8. Sorrow is uneasiness in the mind, upon the thought of a good
lost, which might have been enjoyed longer; or the sense of a
present evil.
9. Hope is that pleasure in the mind, which every one finds in
himself, upon the thought of a probable future enjoyment of a thing
which is apt to delight him.
10. Fear is an uneasiness of the mind, upon the thought of future
evil likely to befal us.
11. Despair is the thought of the unattainableness of any good,
which works differently in men's minds, sometimes producing uneasiness
or pain, sometimes rest and indolency.
12. Anger is uneasiness or discomposure of the mind, upon the
receipt of any injury, with a present purpose of revenge.
13. Envy is an uneasiness of the mind, caused by the consideration
of a good we desire obtained by one we think should not have had it
before us.
14. What passions all men have. These two last, envy and anger,
not being caused by pain and pleasure simply in themselves, but having
in them some mixed considerations of ourselves and others, are not
therefore to be found in all men, because those other parts, of
valuing their merits, or intending revenge, is wanting in them. But
all the rest, terminating purely in pain and pleasure, are, I think,
to be found in all men. For we love, desire, rejoice, and hope, only
in respect of pleasure; we hate, fear, and grieve, only in respect
of pain ultimately. In fine, all these passions are moved by things,
only as they appear to be the causes of pleasure and pain, or to
have pleasure or pain some way or other annexed to them. Thus we
extend our hatred usually to the subject (at least, if a sensible or
voluntary agent) which has produced pain in us; because the fear it
leaves is a constant pain: but we do not so constantly love what has
done us good; because pleasure operates not so strongly on us as pain,
and because we are not so ready to have hope it will do so again.
But this by the by.
15. Pleasure and pain, what. By pleasure and pain, delight and
uneasiness, I must all along be understood (as I have above intimated)
to mean not only bodily pain and pleasure, but whatsoever delight or
uneasiness is felt by us, whether arising from any grateful or
unacceptable sensation or reflection.
16. Removal or lessening of either. It is further to be
considered, that, in reference to the passions, the removal or
lessening of a pain is considered, and operates, as a pleasure: and
the loss or diminishing of a pleasure, as a pain.
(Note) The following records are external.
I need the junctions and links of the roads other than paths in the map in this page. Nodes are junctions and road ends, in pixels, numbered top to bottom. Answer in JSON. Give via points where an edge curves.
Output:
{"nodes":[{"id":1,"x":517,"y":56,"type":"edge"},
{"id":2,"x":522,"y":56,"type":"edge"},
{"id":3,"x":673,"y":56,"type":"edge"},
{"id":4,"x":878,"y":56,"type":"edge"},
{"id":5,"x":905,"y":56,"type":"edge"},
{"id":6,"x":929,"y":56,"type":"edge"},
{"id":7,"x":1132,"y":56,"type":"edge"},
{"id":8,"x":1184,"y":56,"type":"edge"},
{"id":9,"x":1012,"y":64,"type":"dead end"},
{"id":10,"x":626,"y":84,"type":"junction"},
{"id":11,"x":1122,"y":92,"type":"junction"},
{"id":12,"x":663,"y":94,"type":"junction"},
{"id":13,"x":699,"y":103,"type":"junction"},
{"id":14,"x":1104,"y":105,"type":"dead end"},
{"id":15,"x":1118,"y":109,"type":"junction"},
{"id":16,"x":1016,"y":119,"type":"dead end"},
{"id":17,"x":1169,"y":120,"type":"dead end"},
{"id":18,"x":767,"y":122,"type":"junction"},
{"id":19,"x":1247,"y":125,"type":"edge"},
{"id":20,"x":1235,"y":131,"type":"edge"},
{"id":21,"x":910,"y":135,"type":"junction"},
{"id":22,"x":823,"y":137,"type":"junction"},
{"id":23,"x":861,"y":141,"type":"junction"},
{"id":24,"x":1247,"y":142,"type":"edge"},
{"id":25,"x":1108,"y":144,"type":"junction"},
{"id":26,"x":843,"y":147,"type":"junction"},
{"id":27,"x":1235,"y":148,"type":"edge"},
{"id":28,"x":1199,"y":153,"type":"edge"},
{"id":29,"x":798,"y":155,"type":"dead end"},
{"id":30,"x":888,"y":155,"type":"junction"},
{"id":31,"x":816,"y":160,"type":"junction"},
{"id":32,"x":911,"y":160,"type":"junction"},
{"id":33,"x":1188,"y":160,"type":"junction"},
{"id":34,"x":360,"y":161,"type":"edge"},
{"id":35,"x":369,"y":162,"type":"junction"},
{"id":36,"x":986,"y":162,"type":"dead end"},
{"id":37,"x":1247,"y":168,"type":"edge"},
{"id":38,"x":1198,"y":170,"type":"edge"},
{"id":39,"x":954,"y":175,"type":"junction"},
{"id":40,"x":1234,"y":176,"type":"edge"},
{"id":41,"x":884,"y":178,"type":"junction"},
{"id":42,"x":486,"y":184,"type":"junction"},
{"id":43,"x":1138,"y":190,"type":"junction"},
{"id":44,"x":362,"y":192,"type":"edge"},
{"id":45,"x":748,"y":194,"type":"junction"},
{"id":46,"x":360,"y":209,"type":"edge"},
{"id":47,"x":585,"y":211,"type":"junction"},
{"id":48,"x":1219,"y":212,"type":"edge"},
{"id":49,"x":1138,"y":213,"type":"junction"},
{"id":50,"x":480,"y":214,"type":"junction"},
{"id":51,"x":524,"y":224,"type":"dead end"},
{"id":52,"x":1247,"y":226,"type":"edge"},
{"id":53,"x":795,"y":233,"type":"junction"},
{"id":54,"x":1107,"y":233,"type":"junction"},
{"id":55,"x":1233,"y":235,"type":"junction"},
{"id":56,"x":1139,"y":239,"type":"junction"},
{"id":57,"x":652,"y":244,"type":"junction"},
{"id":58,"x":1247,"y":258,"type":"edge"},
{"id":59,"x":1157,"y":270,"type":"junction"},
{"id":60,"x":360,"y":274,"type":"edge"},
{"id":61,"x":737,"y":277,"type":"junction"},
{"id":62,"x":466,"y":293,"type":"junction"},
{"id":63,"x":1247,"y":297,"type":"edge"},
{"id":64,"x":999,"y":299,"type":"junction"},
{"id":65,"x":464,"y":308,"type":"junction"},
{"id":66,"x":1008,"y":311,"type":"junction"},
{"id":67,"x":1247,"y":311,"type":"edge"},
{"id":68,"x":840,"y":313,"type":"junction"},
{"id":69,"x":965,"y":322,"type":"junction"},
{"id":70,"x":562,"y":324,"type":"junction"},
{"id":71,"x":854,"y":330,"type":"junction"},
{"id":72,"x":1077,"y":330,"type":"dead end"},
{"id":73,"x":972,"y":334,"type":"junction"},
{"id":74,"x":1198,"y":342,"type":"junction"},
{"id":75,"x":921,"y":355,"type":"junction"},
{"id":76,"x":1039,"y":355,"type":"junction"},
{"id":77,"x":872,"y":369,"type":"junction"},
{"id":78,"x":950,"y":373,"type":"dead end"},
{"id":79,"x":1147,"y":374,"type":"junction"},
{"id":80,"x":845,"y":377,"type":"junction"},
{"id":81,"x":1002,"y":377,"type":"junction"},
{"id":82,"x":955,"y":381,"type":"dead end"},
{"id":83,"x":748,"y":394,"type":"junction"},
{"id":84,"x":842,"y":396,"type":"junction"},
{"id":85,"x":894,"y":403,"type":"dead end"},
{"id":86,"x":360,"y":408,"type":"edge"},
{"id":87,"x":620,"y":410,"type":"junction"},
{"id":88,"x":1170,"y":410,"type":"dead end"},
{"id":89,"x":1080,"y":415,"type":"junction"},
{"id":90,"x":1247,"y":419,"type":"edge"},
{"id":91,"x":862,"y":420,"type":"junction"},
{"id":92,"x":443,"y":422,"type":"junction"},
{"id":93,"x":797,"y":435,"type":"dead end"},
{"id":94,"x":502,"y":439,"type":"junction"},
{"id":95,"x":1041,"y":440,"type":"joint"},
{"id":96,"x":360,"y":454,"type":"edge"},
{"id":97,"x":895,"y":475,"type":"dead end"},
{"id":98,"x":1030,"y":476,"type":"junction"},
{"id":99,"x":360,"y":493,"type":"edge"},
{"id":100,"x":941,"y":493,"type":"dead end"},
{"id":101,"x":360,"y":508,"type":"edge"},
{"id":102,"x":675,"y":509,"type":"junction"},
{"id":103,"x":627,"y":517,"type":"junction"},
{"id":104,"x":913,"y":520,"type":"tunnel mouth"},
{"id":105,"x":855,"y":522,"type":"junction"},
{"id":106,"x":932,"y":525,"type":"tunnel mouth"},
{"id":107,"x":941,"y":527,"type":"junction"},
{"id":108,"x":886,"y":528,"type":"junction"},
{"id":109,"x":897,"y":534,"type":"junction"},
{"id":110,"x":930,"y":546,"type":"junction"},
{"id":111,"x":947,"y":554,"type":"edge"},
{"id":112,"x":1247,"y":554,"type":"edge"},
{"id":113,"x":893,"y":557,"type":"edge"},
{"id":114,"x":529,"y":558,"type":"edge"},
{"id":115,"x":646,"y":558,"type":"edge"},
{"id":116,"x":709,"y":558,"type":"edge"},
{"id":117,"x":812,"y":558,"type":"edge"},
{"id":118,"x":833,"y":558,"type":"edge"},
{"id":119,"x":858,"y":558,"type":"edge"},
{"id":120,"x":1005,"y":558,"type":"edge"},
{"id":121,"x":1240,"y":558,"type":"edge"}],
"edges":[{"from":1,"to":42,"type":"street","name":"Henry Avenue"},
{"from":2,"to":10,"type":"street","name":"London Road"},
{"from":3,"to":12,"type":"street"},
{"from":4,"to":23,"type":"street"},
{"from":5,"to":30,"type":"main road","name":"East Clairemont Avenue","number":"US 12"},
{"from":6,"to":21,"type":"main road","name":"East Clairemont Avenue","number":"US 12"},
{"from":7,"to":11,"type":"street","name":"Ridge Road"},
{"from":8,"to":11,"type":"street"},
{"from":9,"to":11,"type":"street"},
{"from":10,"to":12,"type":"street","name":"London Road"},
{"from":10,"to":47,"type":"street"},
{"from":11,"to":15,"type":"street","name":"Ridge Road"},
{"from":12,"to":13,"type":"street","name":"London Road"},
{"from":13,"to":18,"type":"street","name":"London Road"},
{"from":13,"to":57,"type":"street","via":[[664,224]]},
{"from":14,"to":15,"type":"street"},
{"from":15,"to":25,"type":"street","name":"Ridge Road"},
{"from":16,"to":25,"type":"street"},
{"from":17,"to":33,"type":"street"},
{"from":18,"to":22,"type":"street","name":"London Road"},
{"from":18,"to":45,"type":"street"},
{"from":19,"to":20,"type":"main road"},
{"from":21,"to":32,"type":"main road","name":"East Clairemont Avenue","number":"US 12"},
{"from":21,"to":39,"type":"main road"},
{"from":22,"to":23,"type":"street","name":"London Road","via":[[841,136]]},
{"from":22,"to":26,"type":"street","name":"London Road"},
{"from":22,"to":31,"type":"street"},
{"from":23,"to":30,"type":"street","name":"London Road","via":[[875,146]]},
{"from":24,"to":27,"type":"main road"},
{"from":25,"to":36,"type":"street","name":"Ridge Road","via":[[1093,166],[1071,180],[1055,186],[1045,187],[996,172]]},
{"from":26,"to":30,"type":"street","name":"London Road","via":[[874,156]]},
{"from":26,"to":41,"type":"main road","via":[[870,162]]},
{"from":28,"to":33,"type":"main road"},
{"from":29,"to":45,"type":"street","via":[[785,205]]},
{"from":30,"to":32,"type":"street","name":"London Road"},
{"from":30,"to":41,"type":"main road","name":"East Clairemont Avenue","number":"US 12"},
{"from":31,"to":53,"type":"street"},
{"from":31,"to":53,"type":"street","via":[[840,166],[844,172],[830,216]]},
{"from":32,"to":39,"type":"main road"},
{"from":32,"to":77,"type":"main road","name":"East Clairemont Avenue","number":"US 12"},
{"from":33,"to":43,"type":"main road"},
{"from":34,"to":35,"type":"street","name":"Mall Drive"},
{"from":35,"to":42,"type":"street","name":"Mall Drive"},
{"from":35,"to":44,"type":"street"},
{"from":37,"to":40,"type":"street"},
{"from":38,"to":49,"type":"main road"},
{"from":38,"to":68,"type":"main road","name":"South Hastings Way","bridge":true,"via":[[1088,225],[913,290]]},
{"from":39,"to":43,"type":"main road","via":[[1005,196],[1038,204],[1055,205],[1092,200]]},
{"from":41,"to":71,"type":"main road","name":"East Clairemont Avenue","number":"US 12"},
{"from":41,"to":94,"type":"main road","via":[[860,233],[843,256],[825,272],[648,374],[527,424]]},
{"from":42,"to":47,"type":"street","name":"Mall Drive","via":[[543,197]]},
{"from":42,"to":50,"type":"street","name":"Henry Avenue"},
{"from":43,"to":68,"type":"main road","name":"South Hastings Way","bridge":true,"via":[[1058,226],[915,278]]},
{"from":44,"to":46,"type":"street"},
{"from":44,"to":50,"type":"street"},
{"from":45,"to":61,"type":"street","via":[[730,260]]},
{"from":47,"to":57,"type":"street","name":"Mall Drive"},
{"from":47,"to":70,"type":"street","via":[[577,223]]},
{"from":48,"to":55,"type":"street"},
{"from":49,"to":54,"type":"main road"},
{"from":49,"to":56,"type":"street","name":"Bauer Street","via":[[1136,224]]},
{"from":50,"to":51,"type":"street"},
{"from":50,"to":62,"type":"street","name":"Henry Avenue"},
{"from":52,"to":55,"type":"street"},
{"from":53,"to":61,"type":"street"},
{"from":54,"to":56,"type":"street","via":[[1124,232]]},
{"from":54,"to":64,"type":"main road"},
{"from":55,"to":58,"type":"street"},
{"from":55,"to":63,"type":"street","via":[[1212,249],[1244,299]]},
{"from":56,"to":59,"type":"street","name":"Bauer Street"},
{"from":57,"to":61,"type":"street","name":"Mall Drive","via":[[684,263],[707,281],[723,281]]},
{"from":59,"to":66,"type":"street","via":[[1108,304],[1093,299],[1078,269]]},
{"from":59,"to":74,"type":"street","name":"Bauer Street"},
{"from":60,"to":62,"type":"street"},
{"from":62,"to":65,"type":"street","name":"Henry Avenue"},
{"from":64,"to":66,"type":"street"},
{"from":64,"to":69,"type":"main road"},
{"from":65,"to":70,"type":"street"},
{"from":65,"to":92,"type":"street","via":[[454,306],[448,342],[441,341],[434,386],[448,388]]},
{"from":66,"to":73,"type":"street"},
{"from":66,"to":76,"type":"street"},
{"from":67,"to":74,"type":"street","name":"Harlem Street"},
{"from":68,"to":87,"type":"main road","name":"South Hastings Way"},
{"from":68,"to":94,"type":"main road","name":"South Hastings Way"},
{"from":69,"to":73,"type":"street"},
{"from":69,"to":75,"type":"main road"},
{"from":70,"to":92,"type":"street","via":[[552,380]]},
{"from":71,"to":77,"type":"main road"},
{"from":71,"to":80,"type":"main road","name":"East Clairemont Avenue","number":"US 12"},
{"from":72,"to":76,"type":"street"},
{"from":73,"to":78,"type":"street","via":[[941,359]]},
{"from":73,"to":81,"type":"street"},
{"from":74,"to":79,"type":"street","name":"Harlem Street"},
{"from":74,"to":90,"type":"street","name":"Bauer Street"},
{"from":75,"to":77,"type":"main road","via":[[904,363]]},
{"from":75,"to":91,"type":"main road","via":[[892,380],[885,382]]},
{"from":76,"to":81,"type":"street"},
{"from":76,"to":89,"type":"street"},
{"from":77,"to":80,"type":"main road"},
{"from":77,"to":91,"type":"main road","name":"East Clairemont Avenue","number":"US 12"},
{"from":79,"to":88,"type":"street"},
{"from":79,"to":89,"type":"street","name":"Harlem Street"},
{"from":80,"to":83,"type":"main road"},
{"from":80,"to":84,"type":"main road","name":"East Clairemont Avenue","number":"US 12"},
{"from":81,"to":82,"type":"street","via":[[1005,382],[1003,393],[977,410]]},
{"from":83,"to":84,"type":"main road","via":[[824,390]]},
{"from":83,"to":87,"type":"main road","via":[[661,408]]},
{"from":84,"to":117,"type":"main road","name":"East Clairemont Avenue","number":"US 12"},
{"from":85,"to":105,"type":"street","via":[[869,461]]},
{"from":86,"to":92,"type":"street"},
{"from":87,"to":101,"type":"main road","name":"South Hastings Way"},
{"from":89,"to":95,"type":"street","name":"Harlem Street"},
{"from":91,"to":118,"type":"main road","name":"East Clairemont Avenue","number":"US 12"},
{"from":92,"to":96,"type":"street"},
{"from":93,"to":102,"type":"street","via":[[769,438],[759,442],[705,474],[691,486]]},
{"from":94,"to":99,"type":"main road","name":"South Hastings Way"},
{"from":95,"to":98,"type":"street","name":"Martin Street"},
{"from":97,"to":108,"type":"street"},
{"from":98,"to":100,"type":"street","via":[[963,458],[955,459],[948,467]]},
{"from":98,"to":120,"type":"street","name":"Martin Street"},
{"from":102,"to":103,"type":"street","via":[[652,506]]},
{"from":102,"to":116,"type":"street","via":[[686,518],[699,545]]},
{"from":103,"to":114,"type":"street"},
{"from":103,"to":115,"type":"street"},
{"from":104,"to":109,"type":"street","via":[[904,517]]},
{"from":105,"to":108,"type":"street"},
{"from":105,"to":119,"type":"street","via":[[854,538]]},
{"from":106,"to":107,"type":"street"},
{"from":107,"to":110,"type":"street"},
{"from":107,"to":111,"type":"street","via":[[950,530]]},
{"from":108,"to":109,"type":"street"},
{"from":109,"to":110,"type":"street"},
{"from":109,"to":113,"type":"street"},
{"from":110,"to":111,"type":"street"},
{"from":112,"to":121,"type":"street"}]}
17. Shame. The passions too have most of them, in most persons,
operations on the body, and cause various changes in it; which not
being always sensible, do not make a necessary part of the idea of
each passion. For shame, which is an uneasiness of the mind upon the
thought of having done something which is indecent, or will lessen the
valued esteem which others have for us, has not always blushing
accompanying it.
18. These instances to show how our ideas of the passions are got
from sensation and reflection. I would not be mistaken here, as if I
meant this as a Discourse of the Passions; they are many more than
those I have here named: and those I have taken notice of would each
of them require a much larger and more accurate discourse. I have only
mentioned these here, as so many instances of modes of pleasure and
pain resulting in our minds from various considerations of good and
evil. I might perhaps have instanced in other modes of pleasure and
pain, more simple than these; as the pain of hunger and thirst, and
the pleasure of eating and drinking to remove them: the pain of
teeth set on edge; the pleasure of music; pain from captious
uninstructive wrangling, and the pleasure of rational conversation
with a friend, or of well-directed study in the search and discovery
of truth. But the passions being of much more concernment to us, I
rather made choice to instance in them, and show how the ideas we have
of them are derived from sensation or reflection.